====== RECORDS FOR THIS TASK ======
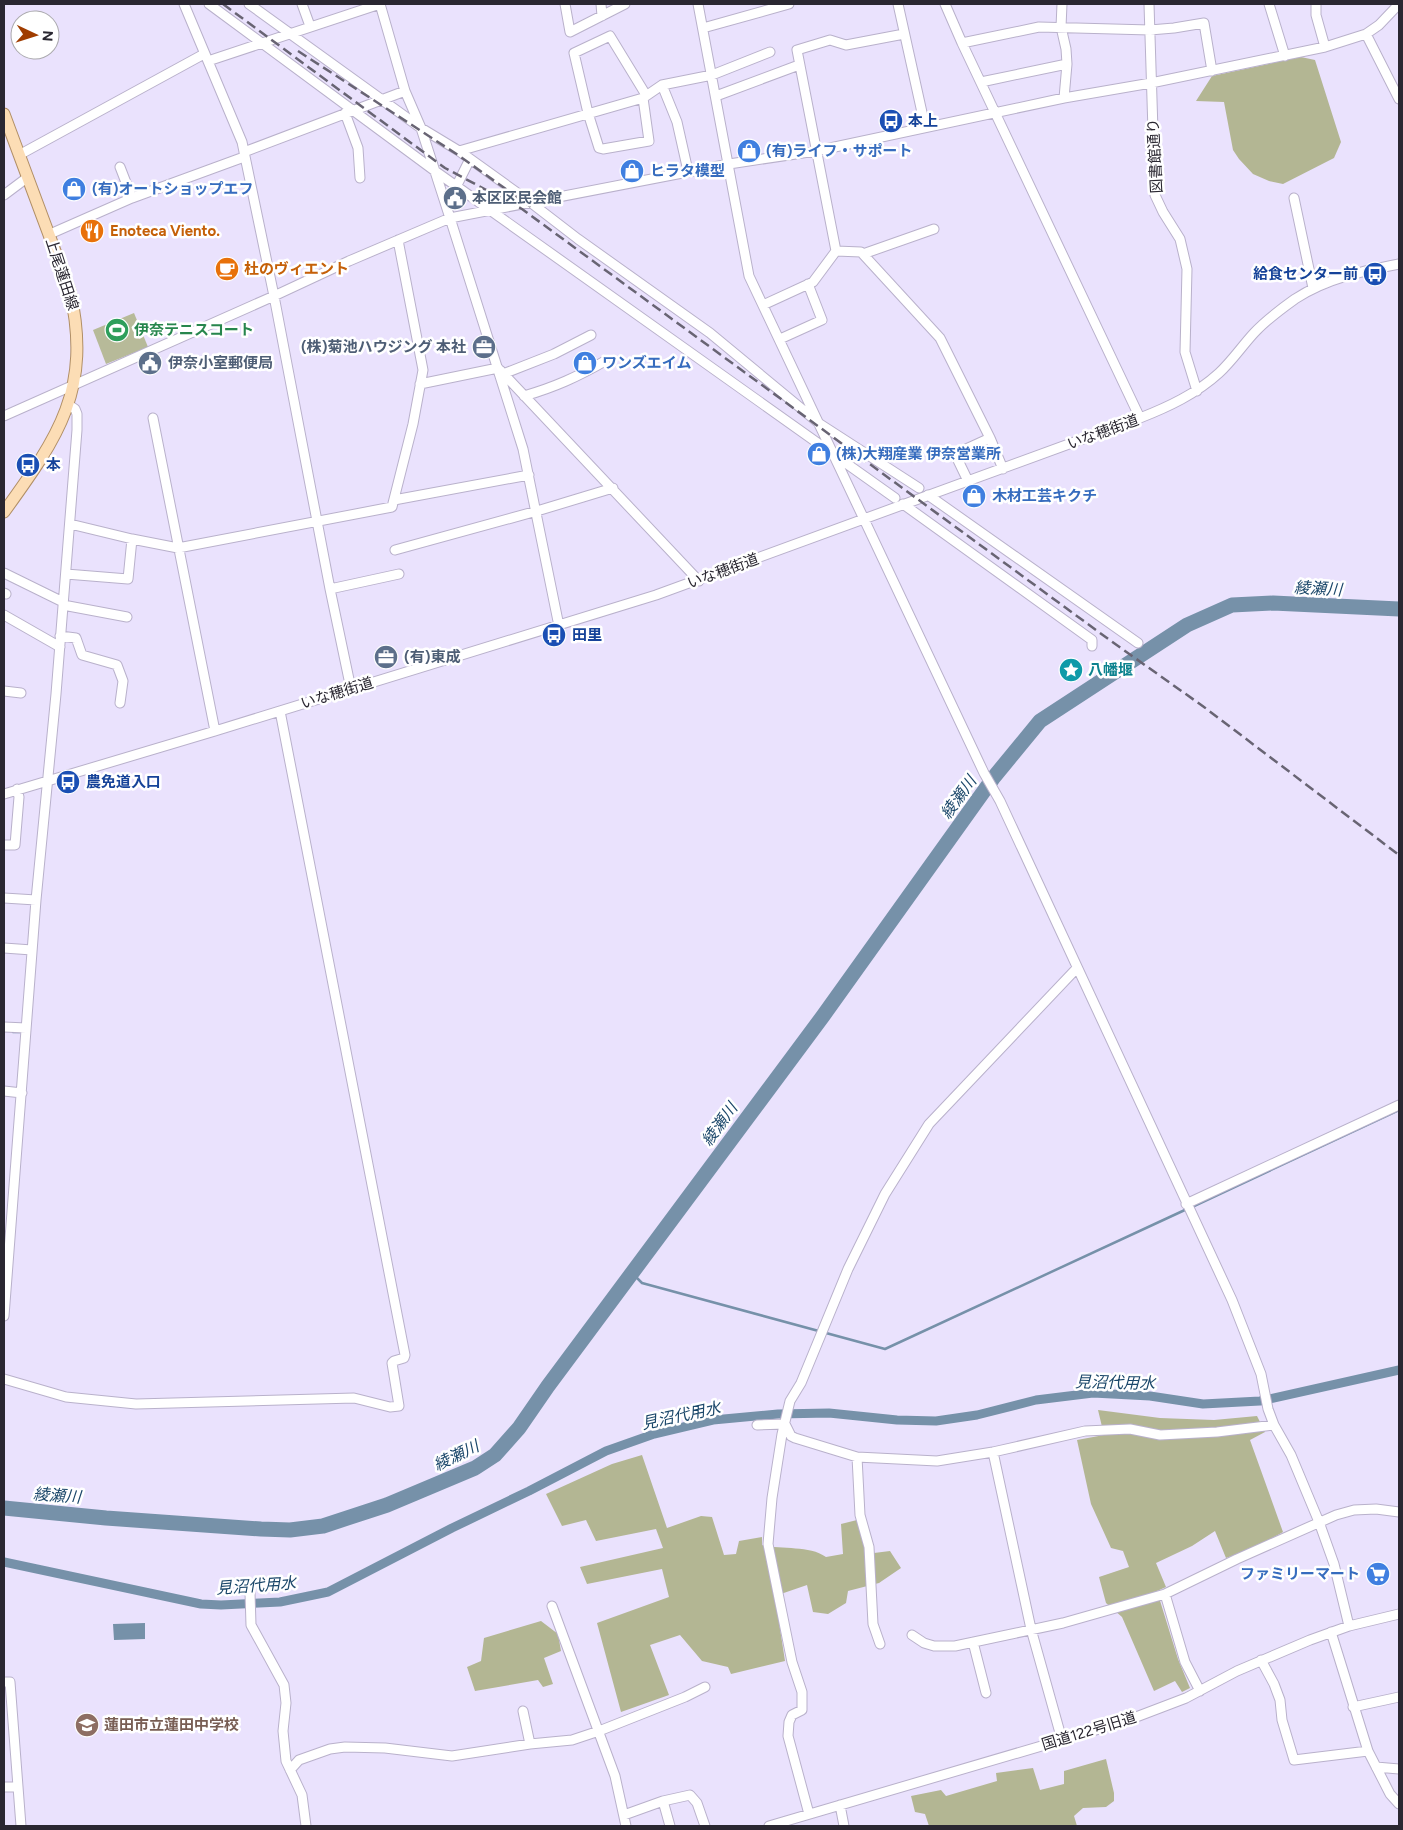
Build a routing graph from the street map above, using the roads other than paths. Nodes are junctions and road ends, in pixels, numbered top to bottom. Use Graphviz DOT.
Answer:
graph roads {
  1 [pos="184,4"];
  2 [pos="209,4"];
  3 [pos="249,4"];
  4 [pos="302,4"];
  5 [pos="380,4"];
  6 [pos="565,4"];
  7 [pos="601,4"];
  8 [pos="625,4"];
  9 [pos="698,4"];
  10 [pos="789,4"];
  11 [pos="898,4"];
  12 [pos="945,4"];
  13 [pos="1062,4"];
  14 [pos="1149,4"];
  15 [pos="1269,4"];
  16 [pos="1316,4"];
  17 [pos="1399,4"];
  18 [pos="602,16"];
  19 [pos="310,26"];
  20 [pos="1061,27"];
  21 [pos="703,28"];
  22 [pos="1150,30"];
  23 [pos="290,33"];
  24 [pos="904,34"];
  25 [pos="1366,34"];
  26 [pos="262,42"];
  27 [pos="962,43"];
  28 [pos="1325,47"];
  29 [pos="770,52"];
  30 [pos="1285,56"];
  31 [pos="206,57"];
  32 [pos="1067,64"];
  33 [pos="799,65"];
  34 [pos="1212,71"];
  35 [pos="712,74"];
  36 [pos="981,82"];
  37 [pos="1150,83"];
  38 [pos="662,85"];
  39 [pos="405,90"];
  40 [pos="645,96"];
  41 [pos="716,96"];
  42 [pos="1064,98"];
  43 [pos="1399,99"];
  44 [pos="382,100"];
  45 [pos="348,111"];
  46 [pos="588,113"];
  47 [pos="996,113"];
  48 [pos="4,114"];
  49 [pos="925,126"];
  50 [pos="421,128"];
  51 [pos="816,151"];
  52 [pos="459,152"];
  53 [pos="244,154"];
  54 [pos="19,155"];
  55 [pos="470,159"];
  56 [pos="729,164"];
  57 [pos="120,167"];
  58 [pos="435,171"];
  59 [pos="688,171"];
  60 [pos="28,177"];
  61 [pos="360,178"];
  62 [pos="457,185"];
  63 [pos="4,196"];
  64 [pos="132,198"];
  65 [pos="1294,198"];
  66 [pos="530,202"];
  67 [pos="490,209"];
  68 [pos="450,218"];
  69 [pos="934,229"];
  70 [pos="50,234"];
  71 [pos="398,240"];
  72 [pos="836,251"];
  73 [pos="863,254"];
  74 [pos="1399,264"];
  75 [pos="808,284"];
  76 [pos="1313,288"];
  77 [pos="274,296"];
  78 [pos="763,305"];
  79 [pos="591,335"];
  80 [pos="780,339"];
  81 [pos="605,361"];
  82 [pos="501,371"];
  83 [pos="74,384"];
  84 [pos="420,384"];
  85 [pos="1197,391"];
  86 [pos="524,396"];
  87 [pos="68,405"];
  88 [pos="4,416"];
  89 [pos="153,418"];
  90 [pos="1140,418"];
  91 [pos="820,424"];
  92 [pos="990,438"];
  93 [pos="835,455"];
  94 [pos="1003,468"];
  95 [pos="529,475"];
  96 [pos="968,481"];
  97 [pos="612,488"];
  98 [pos="918,488"];
  99 [pos="928,495"];
  100 [pos="894,498"];
  101 [pos="394,500"];
  102 [pos="903,504"];
  103 [pos="5,507"];
  104 [pos="536,511"];
  105 [pos="865,518"];
  106 [pos="317,522"];
  107 [pos="70,524"];
  108 [pos="132,539"];
  109 [pos="178,548"];
  110 [pos="395,550"];
  111 [pos="4,573"];
  112 [pos="66,574"];
  113 [pos="399,574"];
  114 [pos="699,581"];
  115 [pos="330,589"];
  116 [pos="63,603"];
  117 [pos="4,615"];
  118 [pos="128,617"];
  119 [pos="559,626"];
  120 [pos="60,636"];
  121 [pos="1138,643"];
  122 [pos="1092,646"];
  123 [pos="60,647"];
  124 [pos="351,689"];
  125 [pos="4,691"];
  126 [pos="21,693"];
  127 [pos="120,704"];
  128 [pos="280,711"];
  129 [pos="215,731"];
  130 [pos="48,781"];
  131 [pos="17,789"];
  132 [pos="4,794"];
  133 [pos="4,845"];
  134 [pos="4,898"];
  135 [pos="36,900"];
  136 [pos="4,948"];
  137 [pos="32,950"];
  138 [pos="1077,968"];
  139 [pos="4,1026"];
  140 [pos="26,1028"];
  141 [pos="4,1091"];
  142 [pos="22,1093"];
  143 [pos="1399,1105"];
  144 [pos="1186,1204"];
  145 [pos="7,1234"];
  146 [pos="6,1275"];
  147 [pos="4,1316"];
  148 [pos="4,1379"];
  149 [pos="786,1421"];
  150 [pos="757,1425"];
  151 [pos="1274,1425"];
  152 [pos="993,1452"];
  153 [pos="857,1457"];
  154 [pos="1399,1512"];
  155 [pos="1319,1522"];
  156 [pos="1165,1594"];
  157 [pos="250,1596"];
  158 [pos="552,1606"];
  159 [pos="1399,1614"];
  160 [pos="1349,1626"];
  161 [pos="1031,1629"];
  162 [pos="1331,1632"];
  163 [pos="912,1635"];
  164 [pos="973,1642"];
  165 [pos="880,1644"];
  166 [pos="1261,1660"];
  167 [pos="4,1682"];
  168 [pos="705,1687"];
  169 [pos="1200,1691"];
  170 [pos="986,1693"];
  171 [pos="1399,1697"];
  172 [pos="1354,1706"];
  173 [pos="523,1711"];
  174 [pos="599,1731"];
  175 [pos="1062,1740"];
  176 [pos="530,1744"];
  177 [pos="1368,1752"];
  178 [pos="1376,1767"];
  179 [pos="1399,1769"];
  180 [pos="290,1770"];
  181 [pos="4,1787"];
  182 [pos="17,1787"];
  183 [pos="663,1801"];
  184 [pos="1399,1804"];
  185 [pos="840,1805"];
  186 [pos="809,1814"];
  187 [pos="624,1815"];
  188 [pos="21,1826"];
  189 [pos="306,1826"];
  190 [pos="626,1826"];
  191 [pos="670,1826"];
  192 [pos="705,1826"];
  193 [pos="769,1826"];
  194 [pos="844,1826"];
  1 -- 31 [label="street"];
  2 -- 26 [label="street"];
  3 -- 23 [label="street"];
  4 -- 19 [label="street"];
  5 -- 19 [label="street"];
  5 -- 39 [label="street"];
  6 -- 18 [label="street"];
  7 -- 18 [label="street"];
  8 -- 18 [label="street"];
  9 -- 21 [label="street"];
  10 -- 21 [label="street"];
  11 -- 24 [label="street"];
  12 -- 27 [label="street"];
  13 -- 20 [label="street"];
  14 -- 22 [label="street, 図書館通り"];
  15 -- 30 [label="street"];
  16 -- 28 [label="street"];
  17 -- 25 [label="street"];
  19 -- 23 [label="street"];
  20 -- 22 [label="street"];
  20 -- 27 [label="street"];
  20 -- 32 [label="street"];
  21 -- 35 [label="street"];
  22 -- 34 [label="street"];
  22 -- 37 [label="street, 図書館通り"];
  23 -- 26 [label="street"];
  23 -- 44 [label="street"];
  24 -- 33 [label="street"];
  24 -- 49 [label="street"];
  25 -- 28 [label="street"];
  25 -- 43 [label="street"];
  26 -- 31 [label="street"];
  26 -- 45 [label="street"];
  27 -- 36 [label="street"];
  28 -- 30 [label="street"];
  29 -- 35 [label="street"];
  30 -- 34 [label="street"];
  31 -- 53 [label="street"];
  31 -- 54 [label="street"];
  32 -- 36 [label="street"];
  32 -- 42 [label="street"];
  33 -- 41 [label="street"];
  33 -- 51 [label="street"];
  34 -- 37 [label="street"];
  35 -- 38 [label="street"];
  35 -- 41 [label="street"];
  36 -- 47 [label="street"];
  37 -- 42 [label="street"];
  37 -- 85 [label="street, 図書館通り"];
  38 -- 40 [label="street"];
  38 -- 59 [label="street"];
  39 -- 44 [label="street"];
  39 -- 50 [label="street"];
  40 -- 46 [label="street"];
  40 -- 46 [label="street"];
  40 -- 46 [label="street"];
  41 -- 56 [label="street"];
  42 -- 47 [label="street"];
  44 -- 45 [label="street"];
  44 -- 50 [label="street"];
  45 -- 53 [label="street"];
  45 -- 58 [label="street"];
  45 -- 61 [label="street"];
  46 -- 52 [label="street"];
  47 -- 49 [label="street"];
  47 -- 90 [label="street"];
  48 -- 54 [label="main road, 上尾蓮田線"];
  49 -- 51 [label="street"];
  50 -- 52 [label="street"];
  50 -- 58 [label="street"];
  51 -- 56 [label="street"];
  51 -- 72 [label="street"];
  52 -- 55 [label="street"];
  53 -- 64 [label="street"];
  53 -- 77 [label="street"];
  54 -- 60 [label="main road, 上尾蓮田線"];
  55 -- 62 [label="street"];
  55 -- 66 [label="street"];
  56 -- 59 [label="street"];
  56 -- 78 [label="street"];
  57 -- 64 [label="street"];
  58 -- 62 [label="street"];
  58 -- 68 [label="street"];
  59 -- 66 [label="street"];
  60 -- 63 [label="street"];
  60 -- 70 [label="main road, 上尾蓮田線"];
  62 -- 67 [label="street"];
  64 -- 70 [label="street"];
  65 -- 76 [label="street"];
  66 -- 67 [label="street"];
  66 -- 91 [label="street"];
  67 -- 68 [label="street"];
  67 -- 93 [label="street"];
  68 -- 71 [label="street"];
  68 -- 82 [label="street"];
  69 -- 73 [label="street"];
  70 -- 83 [label="main road, 上尾蓮田線"];
  71 -- 77 [label="street"];
  71 -- 84 [label="street"];
  72 -- 73 [label="street"];
  72 -- 75 [label="street"];
  73 -- 92 [label="street"];
  74 -- 76 [label="street, いな穂街道"];
  75 -- 78 [label="street"];
  75 -- 80 [label="street"];
  76 -- 85 [label="street, いな穂街道"];
  77 -- 83 [label="street"];
  77 -- 106 [label="street"];
  78 -- 80 [label="street"];
  79 -- 82 [label="street"];
  80 -- 91 [label="street"];
  81 -- 86 [label="street"];
  82 -- 84 [label="street"];
  82 -- 86 [label="street"];
  82 -- 95 [label="street"];
  83 -- 87 [label="main road, 上尾蓮田線"];
  83 -- 88 [label="street"];
  84 -- 101 [label="street"];
  85 -- 90 [label="street, いな穂街道"];
  86 -- 97 [label="street"];
  87 -- 103 [label="main road, 上尾蓮田線"];
  87 -- 107 [label="street"];
  89 -- 109 [label="street"];
  90 -- 94 [label="street, いな穂街道"];
  91 -- 93 [label="street"];
  91 -- 98 [label="street"];
  92 -- 94 [label="street"];
  92 -- 96 [label="street"];
  93 -- 100 [label="street"];
  93 -- 105 [label="street"];
  94 -- 96 [label="street, いな穂街道"];
  95 -- 101 [label="street"];
  95 -- 104 [label="street"];
  96 -- 99 [label="street, いな穂街道"];
  97 -- 104 [label="street"];
  97 -- 114 [label="street"];
  99 -- 102 [label="street, いな穂街道"];
  99 -- 121 [label="street"];
  101 -- 106 [label="street"];
  102 -- 105 [label="street, いな穂街道"];
  102 -- 122 [label="street"];
  104 -- 110 [label="street"];
  104 -- 119 [label="street"];
  105 -- 114 [label="street, いな穂街道"];
  105 -- 138 [label="street"];
  106 -- 109 [label="street"];
  106 -- 115 [label="street"];
  107 -- 108 [label="street"];
  107 -- 112 [label="street"];
  108 -- 109 [label="street"];
  108 -- 112 [label="street"];
  109 -- 129 [label="street"];
  111 -- 116 [label="street"];
  112 -- 116 [label="street"];
  113 -- 115 [label="street"];
  114 -- 119 [label="street, いな穂街道"];
  115 -- 124 [label="street"];
  116 -- 118 [label="street"];
  116 -- 120 [label="street"];
  117 -- 123 [label="street"];
  119 -- 124 [label="street, いな穂街道"];
  120 -- 123 [label="street"];
  120 -- 127 [label="street"];
  123 -- 130 [label="street"];
  124 -- 128 [label="street, いな穂街道"];
  125 -- 126 [label="street"];
  128 -- 129 [label="street, いな穂街道"];
  128 -- 148 [label="street"];
  129 -- 130 [label="street, いな穂街道"];
  130 -- 131 [label="street, いな穂街道"];
  130 -- 135 [label="street"];
  131 -- 132 [label="street, いな穂街道"];
  131 -- 133 [label="street"];
  134 -- 135 [label="street"];
  135 -- 137 [label="street"];
  136 -- 137 [label="street"];
  137 -- 140 [label="street"];
  138 -- 144 [label="street"];
  138 -- 149 [label="street"];
  139 -- 140 [label="street"];
  140 -- 142 [label="street"];
  141 -- 142 [label="street"];
  142 -- 145 [label="street"];
  143 -- 144 [label="street"];
  144 -- 151 [label="street"];
  145 -- 146 [label="street"];
  146 -- 147 [label="street"];
  149 -- 150 [label="street"];
  149 -- 153 [label="street"];
  149 -- 186 [label="street"];
  151 -- 152 [label="street"];
  151 -- 155 [label="street"];
  152 -- 153 [label="street"];
  152 -- 161 [label="street"];
  153 -- 165 [label="street"];
  154 -- 155 [label="street"];
  155 -- 156 [label="street"];
  155 -- 160 [label="street"];
  156 -- 161 [label="street"];
  156 -- 169 [label="street"];
  157 -- 180 [label="street"];
  158 -- 174 [label="street"];
  159 -- 160 [label="street, 国道122号旧道"];
  160 -- 162 [label="street, 国道122号旧道"];
  161 -- 164 [label="street"];
  161 -- 175 [label="street"];
  162 -- 166 [label="street, 国道122号旧道"];
  162 -- 172 [label="street"];
  163 -- 164 [label="street"];
  164 -- 170 [label="street"];
  166 -- 169 [label="street, 国道122号旧道"];
  166 -- 177 [label="street"];
  167 -- 182 [label="street"];
  168 -- 174 [label="street"];
  169 -- 175 [label="street, 国道122号旧道"];
  171 -- 172 [label="street"];
  172 -- 177 [label="street"];
  173 -- 176 [label="street"];
  174 -- 176 [label="street"];
  174 -- 187 [label="street"];
  175 -- 185 [label="street, 国道122号旧道"];
  176 -- 180 [label="street"];
  177 -- 178 [label="street"];
  178 -- 179 [label="street"];
  178 -- 184 [label="street"];
  180 -- 189 [label="street"];
  181 -- 182 [label="street"];
  182 -- 188 [label="street"];
  183 -- 187 [label="street"];
  183 -- 191 [label="street"];
  183 -- 192 [label="street"];
  185 -- 186 [label="street, 国道122号旧道"];
  185 -- 194 [label="street"];
  186 -- 193 [label="street, 国道122号旧道"];
  187 -- 190 [label="street"];
}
======
_WORK TASK_
Report every line in the data above in which the word "graph" appears.

_TASK RESPONSE_
Build a routing graph from the street map above, using the roads other than paths. Nodes are junctions and road ends, in pixels, numbered top to bottom. Use Graphviz DOT.
graph roads {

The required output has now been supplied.